It is probable that the reinsurer may have sufficient amounts ceded from a number of different sources and unfortunately the cession may relate to the same risk. To relieve itself from this undesirable accumulation, the reinsurer would itself have to resort to reinsurance companies. This may be the principal reasons for reinsurance. There are some other reasons for reinsurance which are given below:
i) Risk Minimization By Spreading: The basic concept of insurance is to spread the risk over as wider an area as possible as so to decrease the burden of loss at each stage. The reasons for reinsurance says, reinsurance facilitates a risk to be scattered over a much wider area and the principle of insurance is taken well care of. This in fact helps in the ultimate viability of insurance business.
ii) Risk Transfer: To an insurer, the need for reinsurance safeguard arises in the same way as the insured needs insurance protection. But for reinsurance, the business of insurance would not have developed to the extent of the present day growth.
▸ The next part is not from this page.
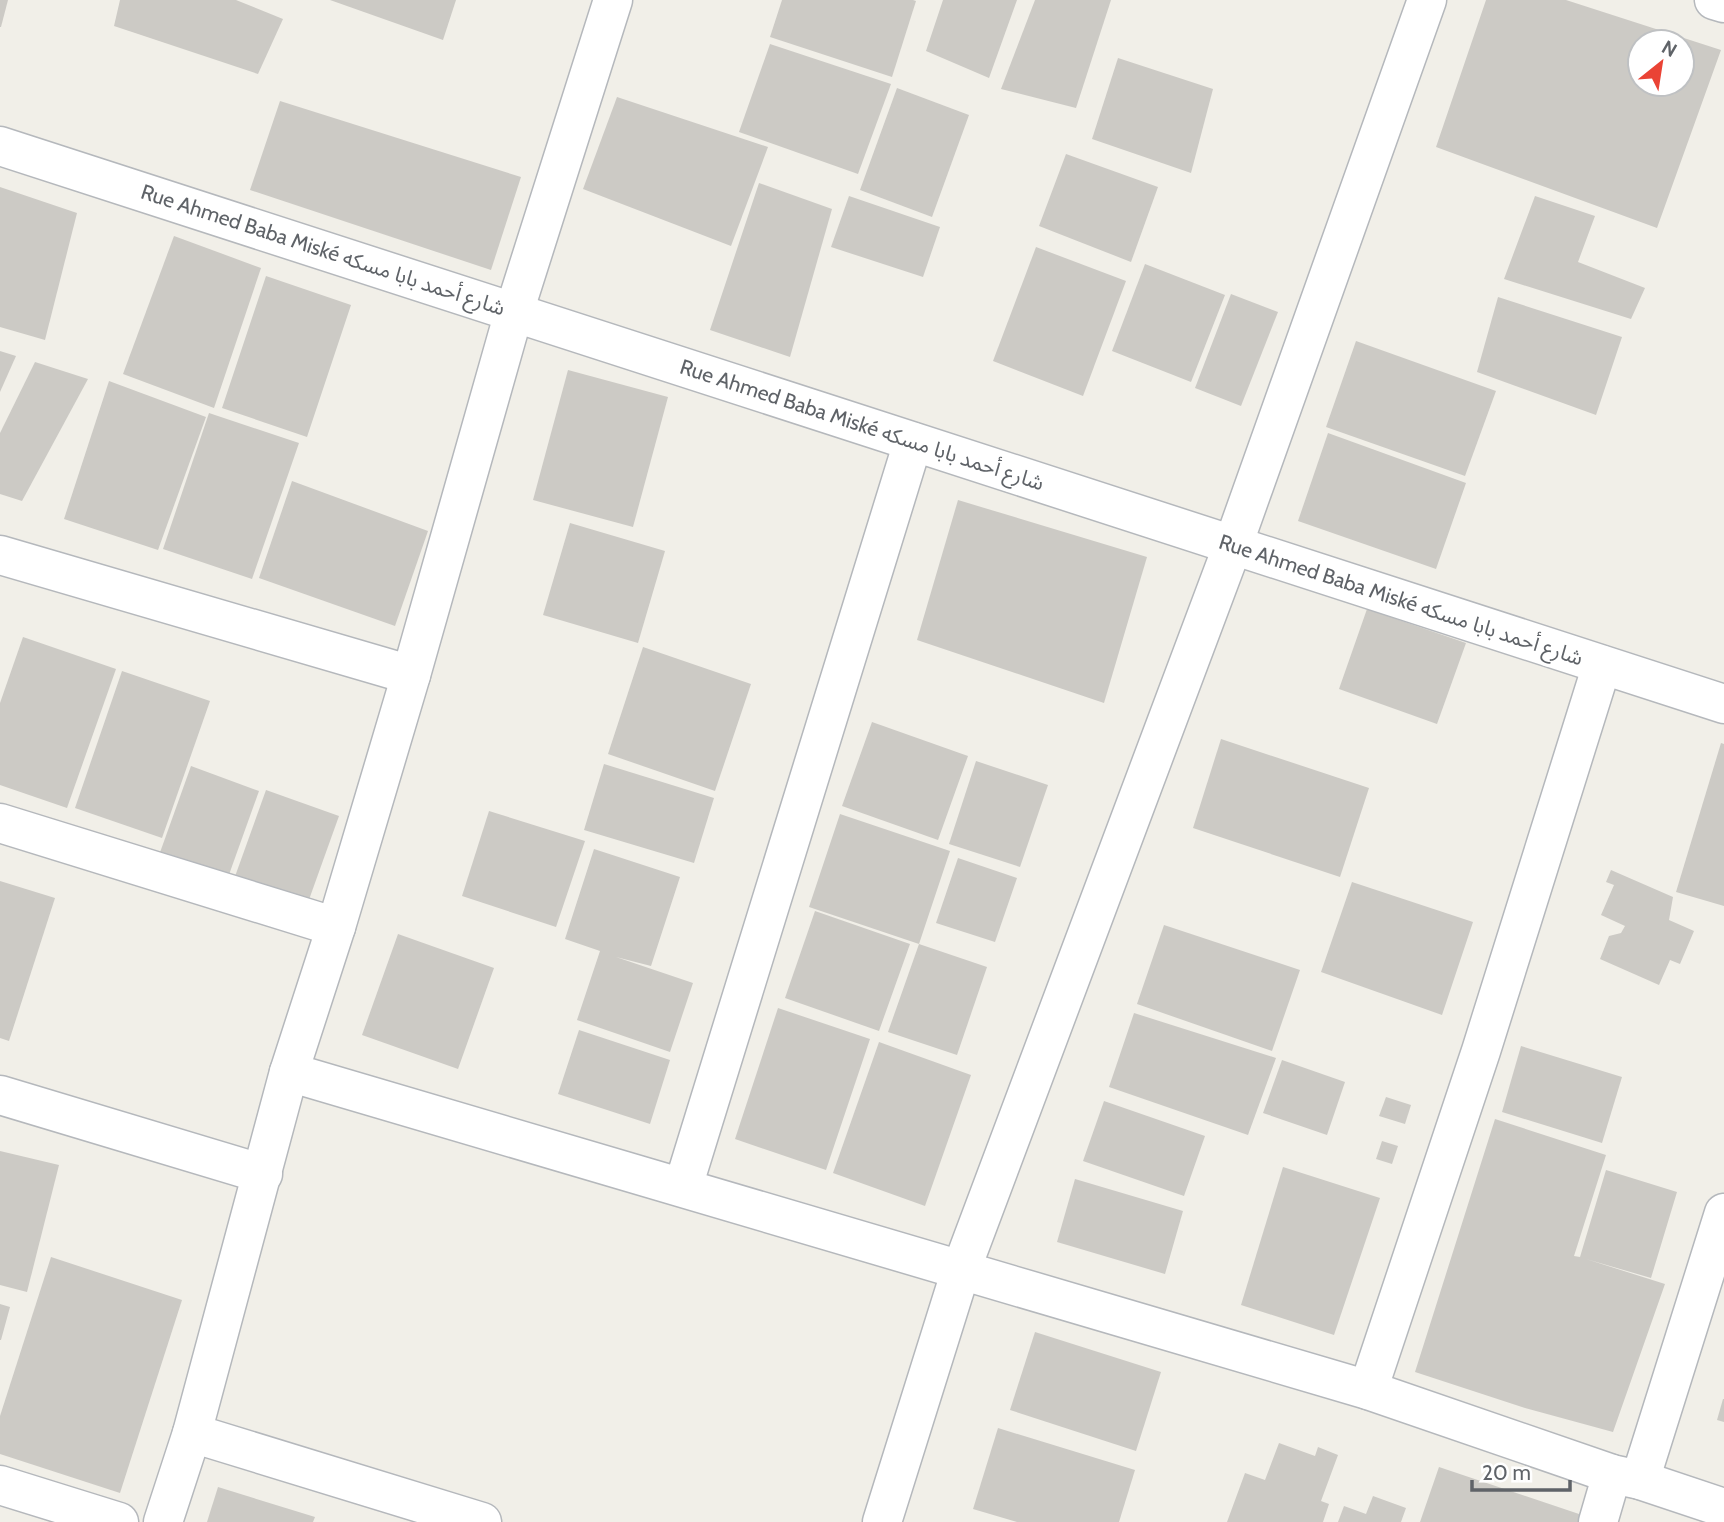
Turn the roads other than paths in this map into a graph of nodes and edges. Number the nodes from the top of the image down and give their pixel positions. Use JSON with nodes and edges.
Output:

iii) Flexibility : In the absence of reinsurance, insurers would have been bound to limit their acceptance of risk only up to such an amount which they could possibly digest. In other words, the insurers would have been unable to accept a risk beyond their financial strength or resources for that class of business. As a result insurers’ service to the public would also have been limited. Reinsurance gives flexibility to insurers by creating a condition which enables them to accept a risk beyond their financial capacity or resources. The insuring community is also left care-free with regard to various risks to which they are subjected to, irrespective of whatever may be the value per single risk.
iv) Accumulation : Reinsurance reduces the possibility of getting involved in undesirable additional risk-load, which is otherwise eminent from the accumulation of risks coming from different sources. Examples of such accumulation are (a) heavy commitment on the cargoes of the same vessel (b) heavy commitment on the cargoes lying in the same port possibly because of the arrival of all vessels at the same time and (c) heavy commitment of an insurer on the property of a particular hazardous locality from the view point of fire or conflagration fire. It is possible that the various branches of an insurer, without knowing each other’s position, may commit individually thereby giving rise to a situation of heavy unbearable commitment as mentioned in (a) (b) or (c) above. Reinsurance reduces such worries of insurers and keeps down the pressure of accumulation to a sustainable limit.
v) Development : The growth of an insurance company is particularly dependent on sound financial standing, which is primarily based on the stability of profit and loss. Profit cannot be expected if there is an untoward charge on the fund by way of claim which it cannot sustain or for which there is no provision. Reinsurance tends to stabilize profits and losses and permits more rapid growth of an insurance company.
vi) Prediction For Rating : An insurer needs to have large number of similar cases in his book for the purpose of predicting an accurate rating structure. But assuming a large number of similar risks is in itself undesirable unless some precautionary measure is taken. It may not also be possible to get a large number of similar cases by an insurer because of the operation of numbers of insurers in the market. Whatever it is, reinsurance takes care of such a situation in both the ways. On the one hand it provides protection to the insurer by way of providing unsustainable losses, and on the other creates a forum of getting large number of similar cases through reciprocity.
vii) A New Insurer who has recently started transacting insurance business cannot certainly develop and possibly cannot survive in the absence of reinsurance protection.
viii) Capacity Relief : Reinsurance which allows the company (reinsured) to write the bigger amounts of insurance.
ix) Catastrophe Protection: The aim of reinsurance is to protect the company (reinsured) from a large single, catastrophic loss or more than one big losses.
x) Stabilization :It helps to the betterment of the overall operating results of the reinsured’s from year to year.
xi) Surplus Relief : Reinsurance heals the strain on the company’s (reinsured) /cedent’s surplus during rapid premium growth.
xii) Market Withdrawal : Reinsurance provides a way for the reinsured company to withdraw it from a market or business or from a geographic area.
Beyond the above 12 reasons for reinsurance, there might have some other reasons identified in today’s reinsurance business.